'''
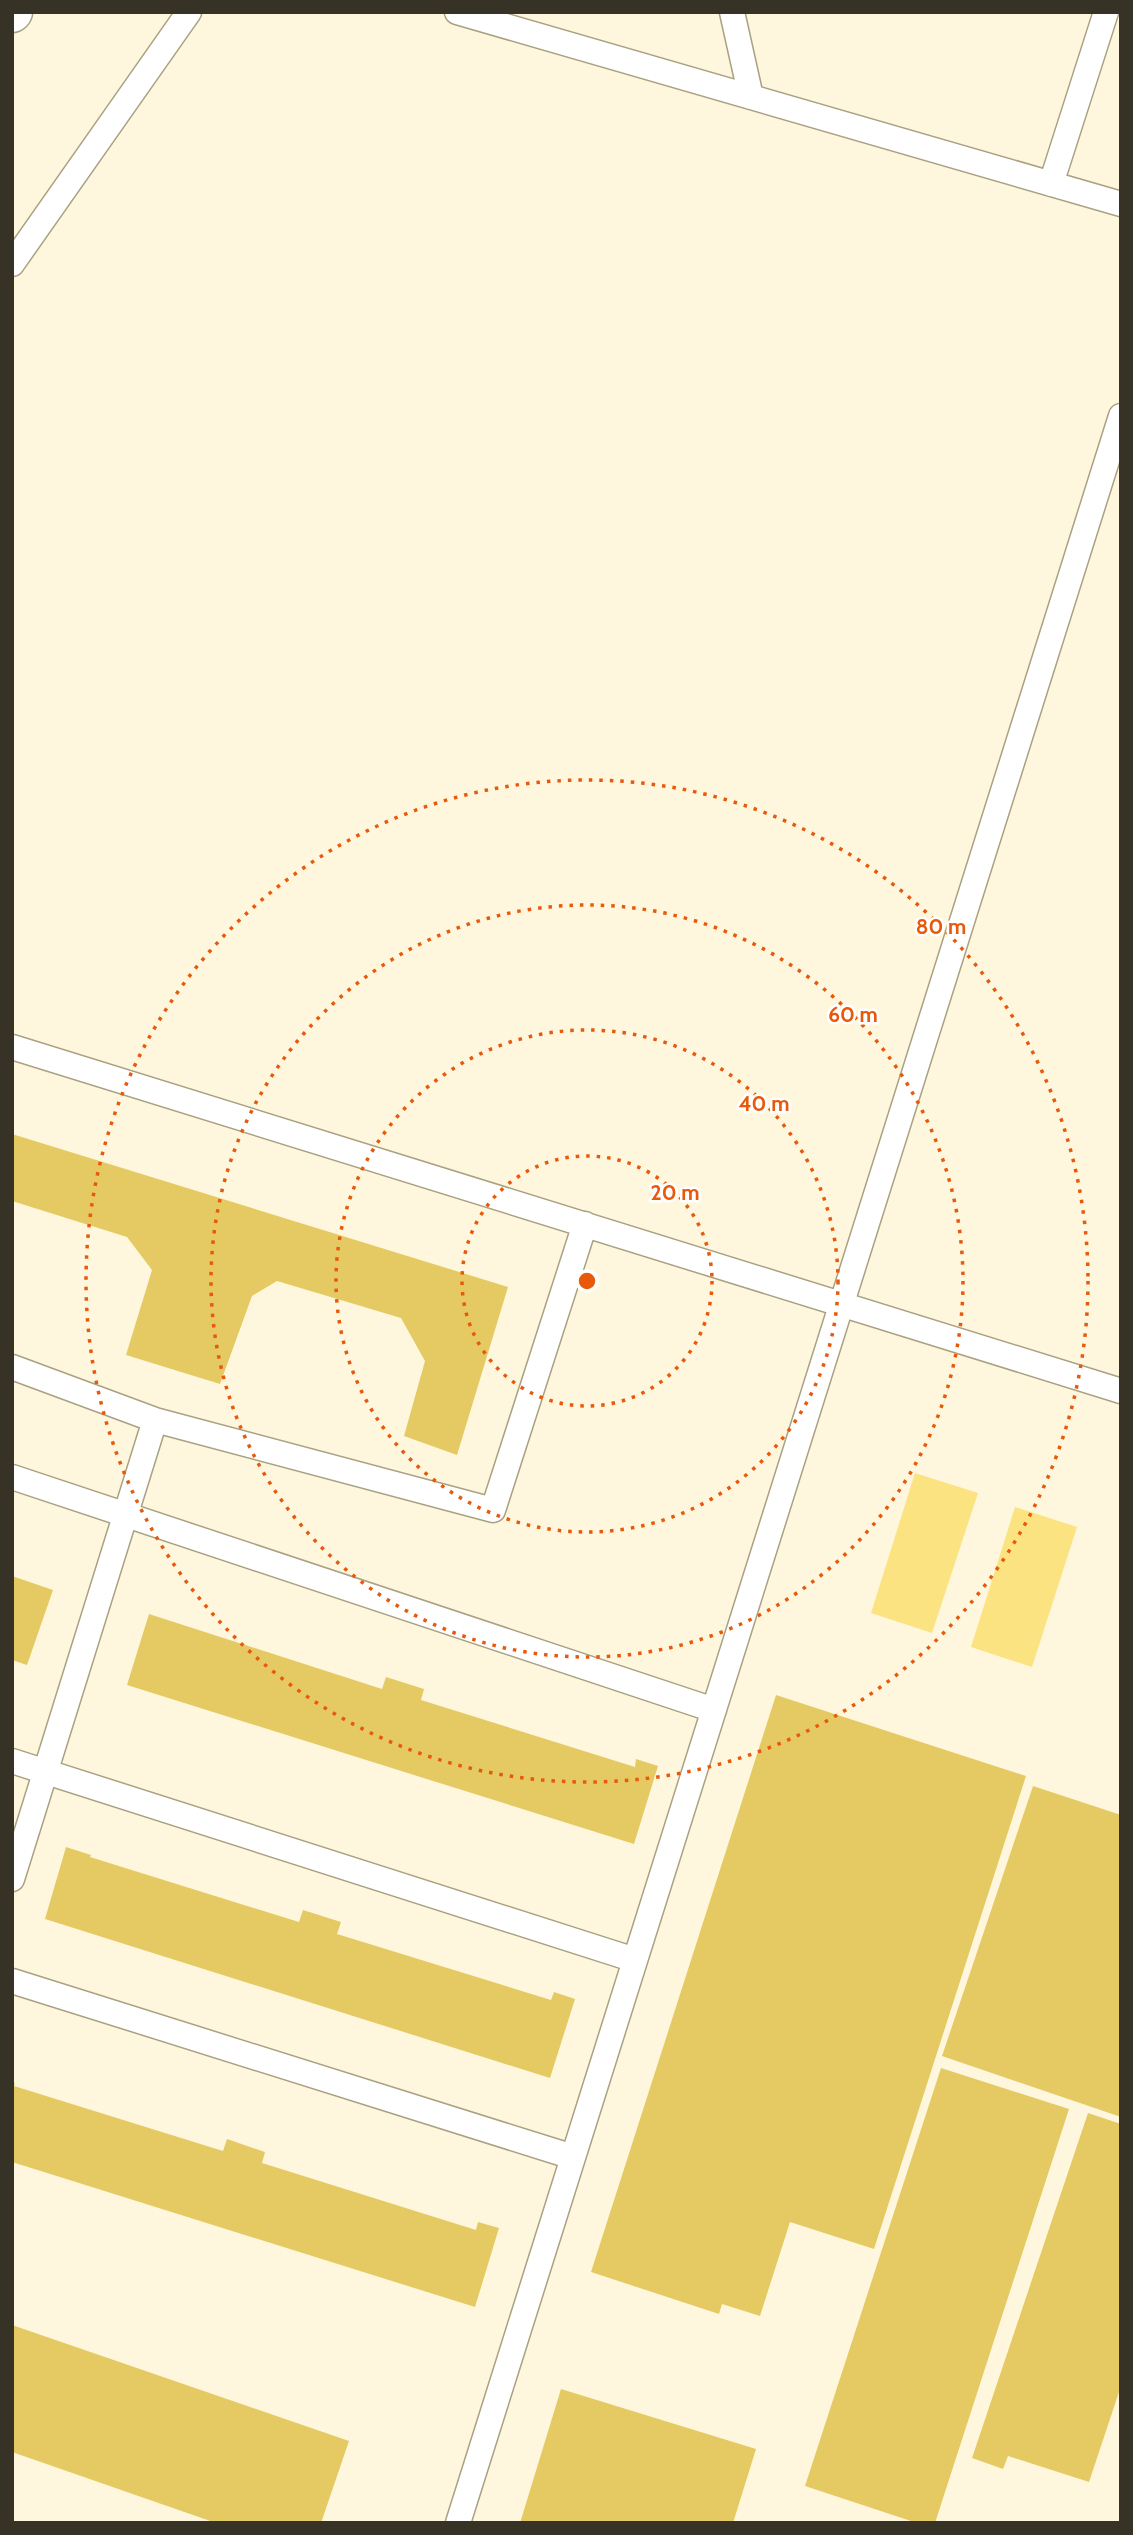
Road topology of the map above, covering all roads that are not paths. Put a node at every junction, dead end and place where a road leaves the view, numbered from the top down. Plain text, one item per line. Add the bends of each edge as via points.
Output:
1 (189, 12) edge
2 (457, 12) edge
3 (732, 12) edge
4 (1106, 12) edge
5 (751, 97) junction
6 (1051, 184) junction
7 (1121, 204) edge
8 (12, 264) edge
9 (1121, 416) edge
10 (12, 1047) edge
11 (584, 1224) junction
12 (842, 1303) junction
13 (12, 1367) edge
14 (1121, 1391) edge
15 (155, 1420) junction
16 (12, 1477) edge
17 (127, 1515) junction
18 (713, 1710) junction
19 (12, 1761) edge
20 (47, 1772) junction
21 (12, 1879) edge
22 (635, 1960) junction
23 (12, 1981) edge
24 (573, 2157) junction
25 (458, 2523) edge

1 - 8 lane
2 - 5 lane
3 - 5 lane
4 - 6 lane
5 - 6 lane
6 - 7 lane
9 - 12 lane
10 - 11 lane
11 - 12 lane
11 - 15 lane via 493,1510
12 - 14 lane
12 - 18 lane
13 - 15 lane
15 - 17 lane
16 - 17 lane
17 - 18 lane
17 - 20 lane
18 - 22 lane
19 - 20 lane
20 - 21 lane
20 - 22 lane
22 - 24 lane
23 - 24 lane
24 - 25 lane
'''
Work to complete =>
The response should contain every record above exactly as written, and none of the pictures.

Response to this exercise =>
Road topology of the map above, covering all roads that are not paths. Put a node at every junction, dead end and place where a road leaves the view, numbered from the top down. Plain text, one item per line. Add the bends of each edge as via points.
Output:
1 (189, 12) edge
2 (457, 12) edge
3 (732, 12) edge
4 (1106, 12) edge
5 (751, 97) junction
6 (1051, 184) junction
7 (1121, 204) edge
8 (12, 264) edge
9 (1121, 416) edge
10 (12, 1047) edge
11 (584, 1224) junction
12 (842, 1303) junction
13 (12, 1367) edge
14 (1121, 1391) edge
15 (155, 1420) junction
16 (12, 1477) edge
17 (127, 1515) junction
18 (713, 1710) junction
19 (12, 1761) edge
20 (47, 1772) junction
21 (12, 1879) edge
22 (635, 1960) junction
23 (12, 1981) edge
24 (573, 2157) junction
25 (458, 2523) edge

1 - 8 lane
2 - 5 lane
3 - 5 lane
4 - 6 lane
5 - 6 lane
6 - 7 lane
9 - 12 lane
10 - 11 lane
11 - 12 lane
11 - 15 lane via 493,1510
12 - 14 lane
12 - 18 lane
13 - 15 lane
15 - 17 lane
16 - 17 lane
17 - 18 lane
17 - 20 lane
18 - 22 lane
19 - 20 lane
20 - 21 lane
20 - 22 lane
22 - 24 lane
23 - 24 lane
24 - 25 lane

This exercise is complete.